Structured pose outputs
○ ○ ○ ○ ○ ○ ○

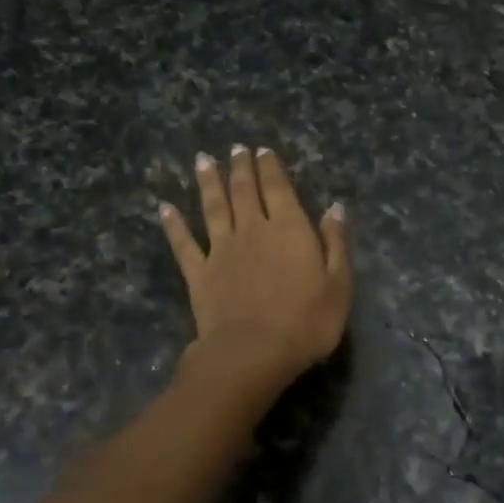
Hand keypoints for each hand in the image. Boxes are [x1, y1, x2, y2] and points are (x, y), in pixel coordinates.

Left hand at [159, 145, 351, 394]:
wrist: (252, 353)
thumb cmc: (306, 323)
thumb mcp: (339, 285)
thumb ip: (335, 244)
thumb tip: (334, 208)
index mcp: (289, 229)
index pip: (279, 189)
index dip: (271, 168)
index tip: (263, 150)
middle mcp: (253, 230)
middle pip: (244, 191)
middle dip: (241, 167)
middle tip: (236, 149)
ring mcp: (221, 251)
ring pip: (213, 208)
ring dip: (208, 182)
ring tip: (203, 160)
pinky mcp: (199, 274)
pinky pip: (184, 244)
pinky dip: (174, 225)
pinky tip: (164, 209)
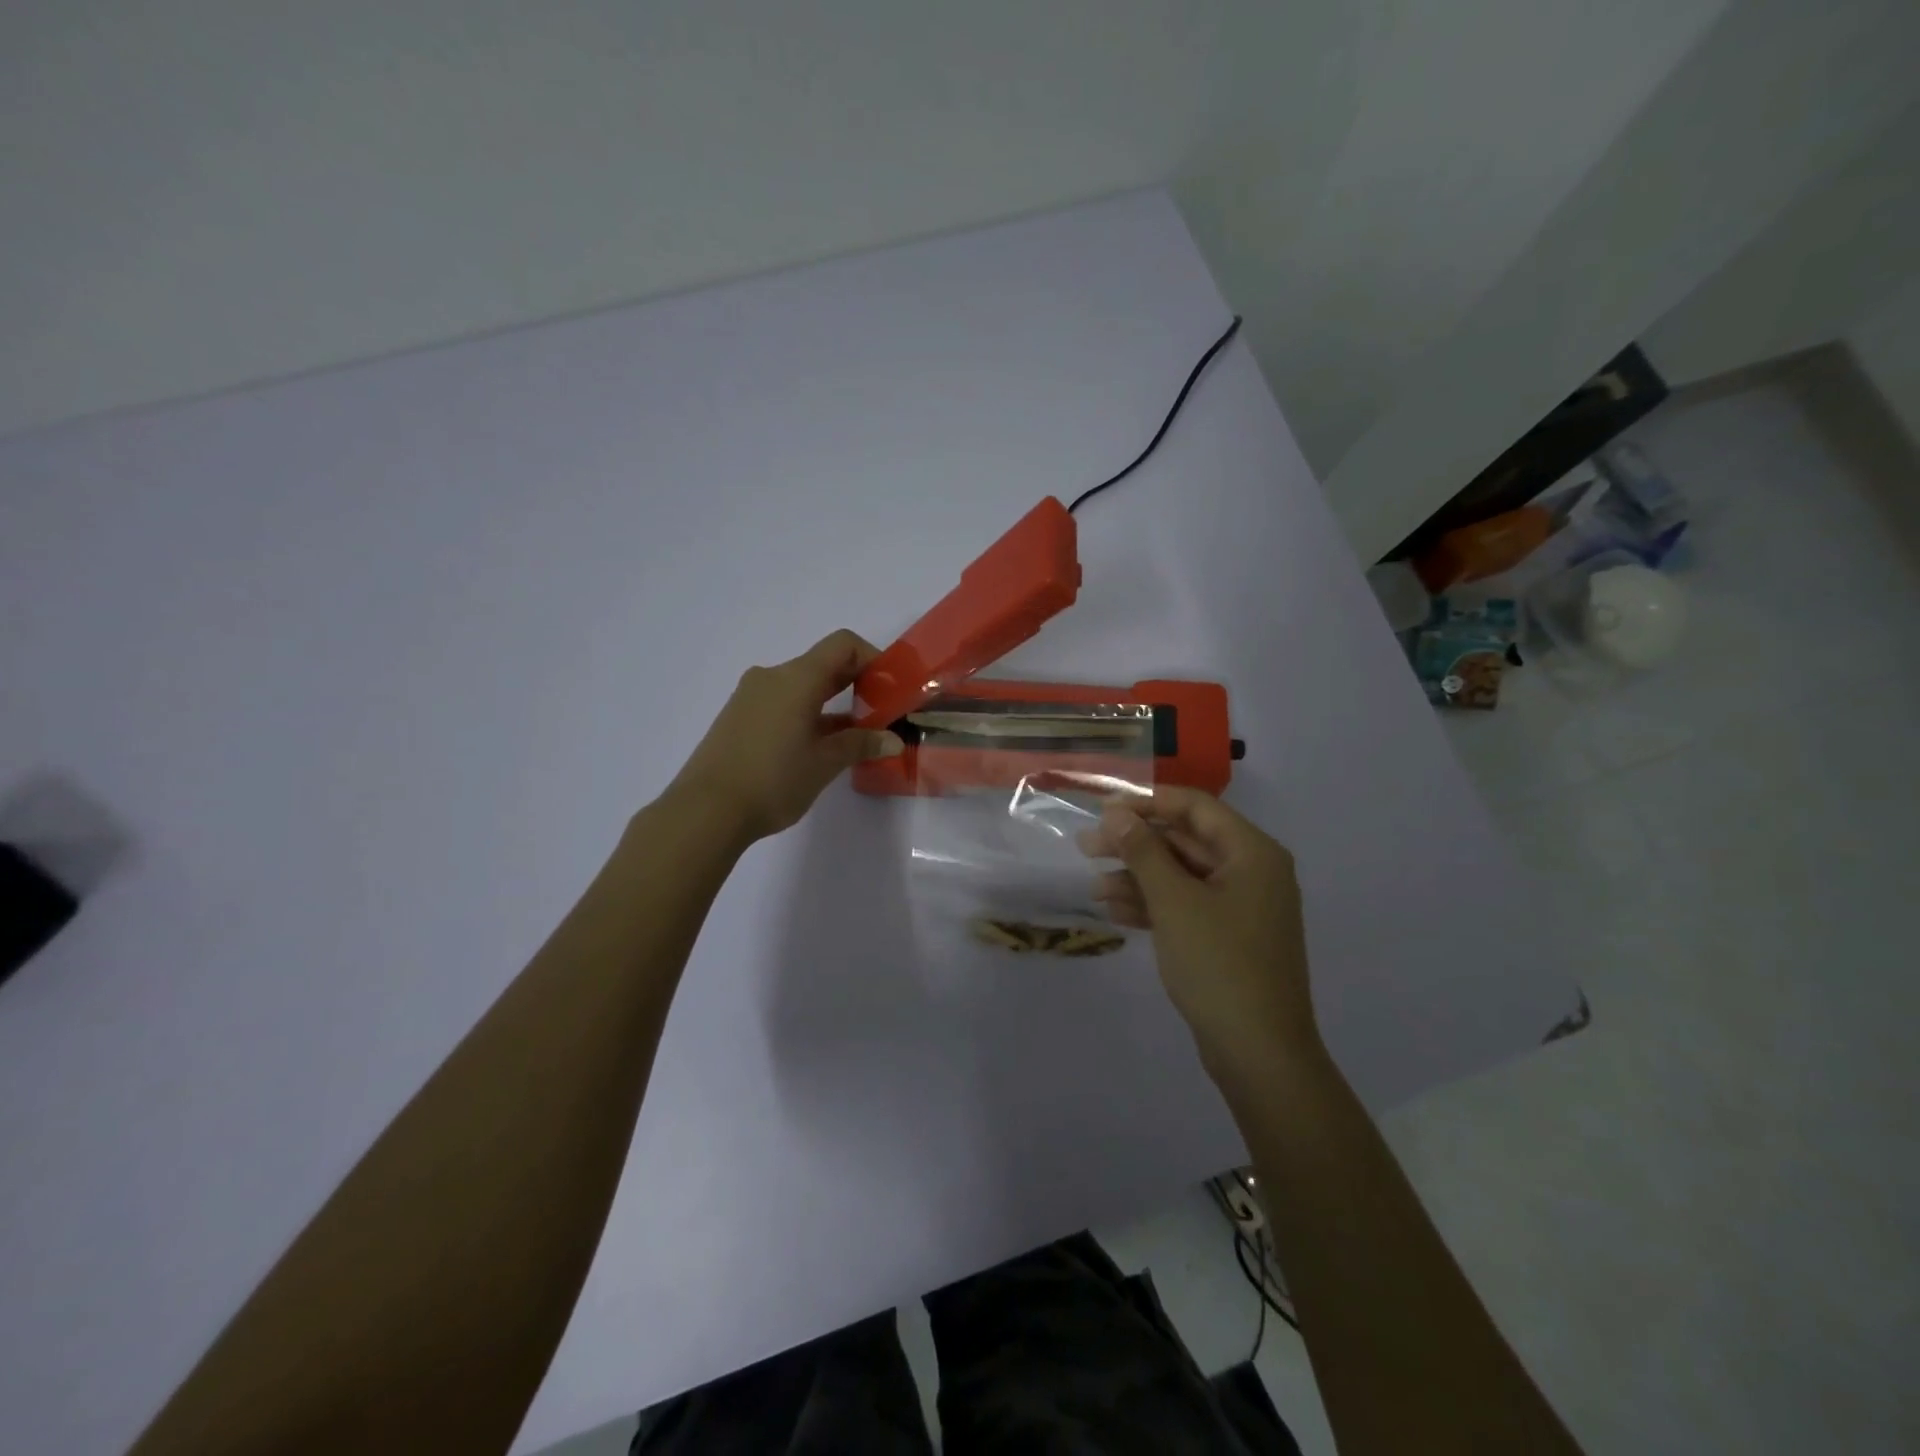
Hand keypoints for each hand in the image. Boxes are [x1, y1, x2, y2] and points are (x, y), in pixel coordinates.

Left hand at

○ ○ ○ ○ ○ ○ ○

> Instructions for the task
Gather each line in these records that contains the string "thumb".

> Your solution
thumb cmc: (306, 323)
thumb mcp: (339, 285)
thumb ip: (335, 244)
thumb tip: (334, 208)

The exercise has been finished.